API proposal: fast difference-of-products

Motivation
Expressions of the form a*b - c*d or a*b + c*d are extremely common and notorious sources of cancellation error in floating-point arithmetic. Some well-known examples include 2x2 matrix determinants and the discriminant term in the quadratic formula. It's quite easy to construct ill-posed examples (for determinants, when the rows/columns are nearly collinear; for discriminants when the roots of the quadratic are close together) for which essentially all accuracy is lost if a naive computation via two multiplies and an add or a multiply and an FMA is used.

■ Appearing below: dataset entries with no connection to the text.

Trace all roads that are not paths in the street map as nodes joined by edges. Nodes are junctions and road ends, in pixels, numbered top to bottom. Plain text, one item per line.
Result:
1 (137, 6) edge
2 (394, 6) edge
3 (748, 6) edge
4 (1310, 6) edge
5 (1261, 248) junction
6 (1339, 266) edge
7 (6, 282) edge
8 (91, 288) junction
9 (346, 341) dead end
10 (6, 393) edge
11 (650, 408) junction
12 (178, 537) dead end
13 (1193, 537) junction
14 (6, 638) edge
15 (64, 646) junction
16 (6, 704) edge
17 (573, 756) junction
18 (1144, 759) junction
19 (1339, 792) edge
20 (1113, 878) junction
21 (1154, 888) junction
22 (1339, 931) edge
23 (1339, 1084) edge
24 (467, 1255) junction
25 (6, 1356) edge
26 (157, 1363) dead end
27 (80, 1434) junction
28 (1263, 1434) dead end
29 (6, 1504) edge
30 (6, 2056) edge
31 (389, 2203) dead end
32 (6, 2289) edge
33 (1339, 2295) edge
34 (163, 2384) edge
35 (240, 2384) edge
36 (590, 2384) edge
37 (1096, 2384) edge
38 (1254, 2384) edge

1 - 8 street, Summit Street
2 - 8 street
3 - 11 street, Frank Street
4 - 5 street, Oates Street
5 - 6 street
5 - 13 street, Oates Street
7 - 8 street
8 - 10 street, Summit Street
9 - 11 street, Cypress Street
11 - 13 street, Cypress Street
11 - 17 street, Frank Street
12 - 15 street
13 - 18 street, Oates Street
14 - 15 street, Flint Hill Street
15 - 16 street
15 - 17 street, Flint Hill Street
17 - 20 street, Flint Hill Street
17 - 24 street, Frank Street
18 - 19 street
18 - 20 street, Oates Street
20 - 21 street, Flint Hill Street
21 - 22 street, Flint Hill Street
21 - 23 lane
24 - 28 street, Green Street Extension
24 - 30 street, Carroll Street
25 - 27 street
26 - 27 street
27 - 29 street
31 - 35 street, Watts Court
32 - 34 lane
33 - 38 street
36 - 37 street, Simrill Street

Kahan's lecture note goes into excessive detail on these motivating examples, for anyone interested in a more complete treatment of the problem.

Proposed Solution
There is a simple algorithm from Kahan that eliminates the problem entirely with almost zero performance cost. Kahan was particularly interested in 2x2 determinants for the purposes of finding singular values, through he wrote his note in terms of quadratics, but the algorithms is more generally useful; Matt Pharr calls it "difference of products," which I find to be a pretty good name (even though it's also applicable to sums of products). In pseudocode, the algorithm is as follows:

// given a, b, c, d, compute ab - cd
let (head, tail) = Augmented.product(-c, d)
let result = head.addingProduct(a, b) + tail

Instead of two multiplies and an add, this requires two FMAs and a multiply, so the performance impact of adopting it is negligible on modern targets, and it completely solves the problem; instead of essentially arbitrary relative error, this achieves an error bound of 1.5ulp for binary floating-point types.Âą

I propose to make this algorithm available in the Augmented enum of RealModule, under the binding: Rough sketch of fast difference-of-products. by stephentyrone · Pull Request #329 · apple/swift-numerics · GitHub. As a strawman API for development purposes, I have bound it as:

extension Augmented {
  /// ab - cd
  static func fastDifferenceOfProducts<T: FloatingPoint>(
    _ a: T, _ b: T, _ c: T, _d: T
  ) -> T
}

Alternatives

  • Naming: I generally like Matt Pharr's name vs "determinant" or similar, because it suggests that it can be used for any difference of products, but I'm open to other suggestions. In particular, "difference of products" suggests the argument ordering (a, b, c, d) for (ab - cd), but a "determinant" name might suggest (ad - bc), and other names would suggest something else. This is primarily of use as a building block for higher-level numerical algorithms, so I do not expect "normal" users to be faced with it often, but it's still worth getting right.
  • Naming (pt 2): Why "fast difference of products" instead of just "difference of products"? I have in mind leaving space for a more expensive sub-ulp accurate (or correctly-rounded) implementation, or an implementation that produces both head and tail. But maybe those would best be placed under a different name, and this should have the shorter name.
  • This algorithm does not handle overflow/underflow. That's OK, neither does Augmented.product. But it's worth keeping in mind with regard to API design.
  • Should there also be an API for ab + cd (or should that be the API)? There isn't one for head-tail a-b; users are expected to write sum(a, -b), but maybe that should be revisited.
  • Maybe Augmented should be reserved for algorithms that have head-tail results or parameters, and algorithms like this that merely use augmented arithmetic belong elsewhere.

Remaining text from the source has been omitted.